== WHAT YOU WILL DO ==
Take the line with "Trace all roads" as the first line and the last line of the data as the final one. Write out those lines exactly, and no others.

[INPUT RECORDS Boundary: Start]

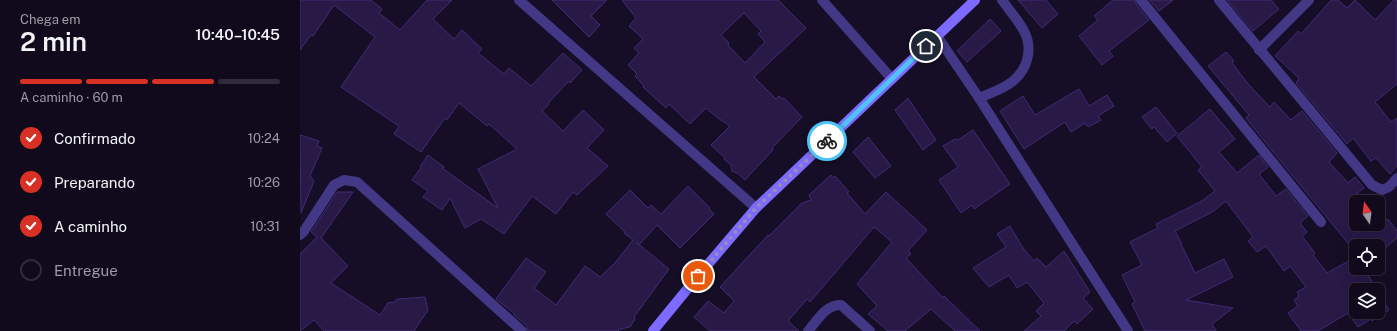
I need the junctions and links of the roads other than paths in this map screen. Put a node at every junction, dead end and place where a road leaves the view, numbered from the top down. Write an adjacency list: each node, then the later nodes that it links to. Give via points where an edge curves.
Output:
1 (519, 0): 13 (street)
2 (822, 0): 10 (street)
3 (975, 0): 8 (street)
4 (1002, 0): 11 (street, via 1024,32 1030,50 1025,68 1013,81)
5 (1141, 0): 14 (street)
6 (1219, 0): 9 (street)
7 (1309, 0): 9 (street)
8 (937, 36): 10 (street); 11 (street)
9 (1259, 50): 12 (street, via 1372,185 1382,190 1389,187)
10 (892, 79): 13 (street)
11 (979, 98): 20 (street)
12 (1397, 178)
13 (756, 208): 17 (street)
14 (1321, 222)
15 (300, 235): 16 (street, via 334,185 344,180 358,182)
16 (522, 331)
17 (653, 331)
18 (808, 331): 19 (street, via 828,308 841,305)
19 (870, 331)
20 (1128, 331)

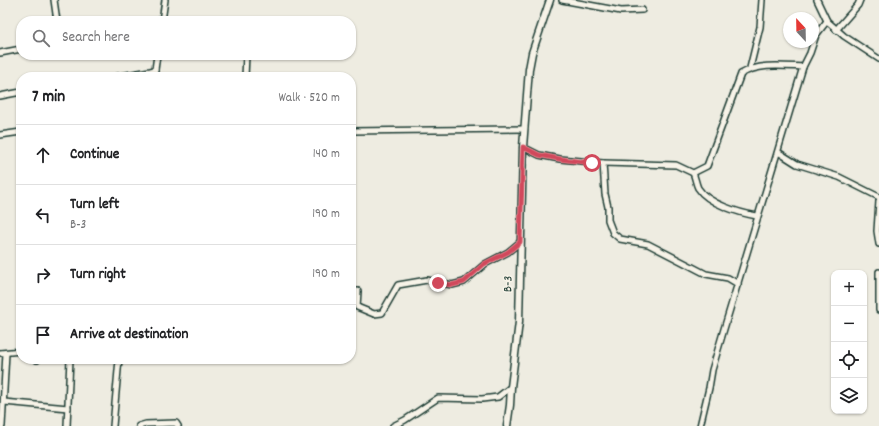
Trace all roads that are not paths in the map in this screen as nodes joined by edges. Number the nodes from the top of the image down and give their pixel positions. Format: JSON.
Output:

[INPUT RECORDS Boundary: End]

== WRITTEN SOLUTION ==
Trace all roads that are not paths in the map in this screen as nodes joined by edges. Number the nodes from the top of the image down and give their pixel positions. Format: JSON.
Output:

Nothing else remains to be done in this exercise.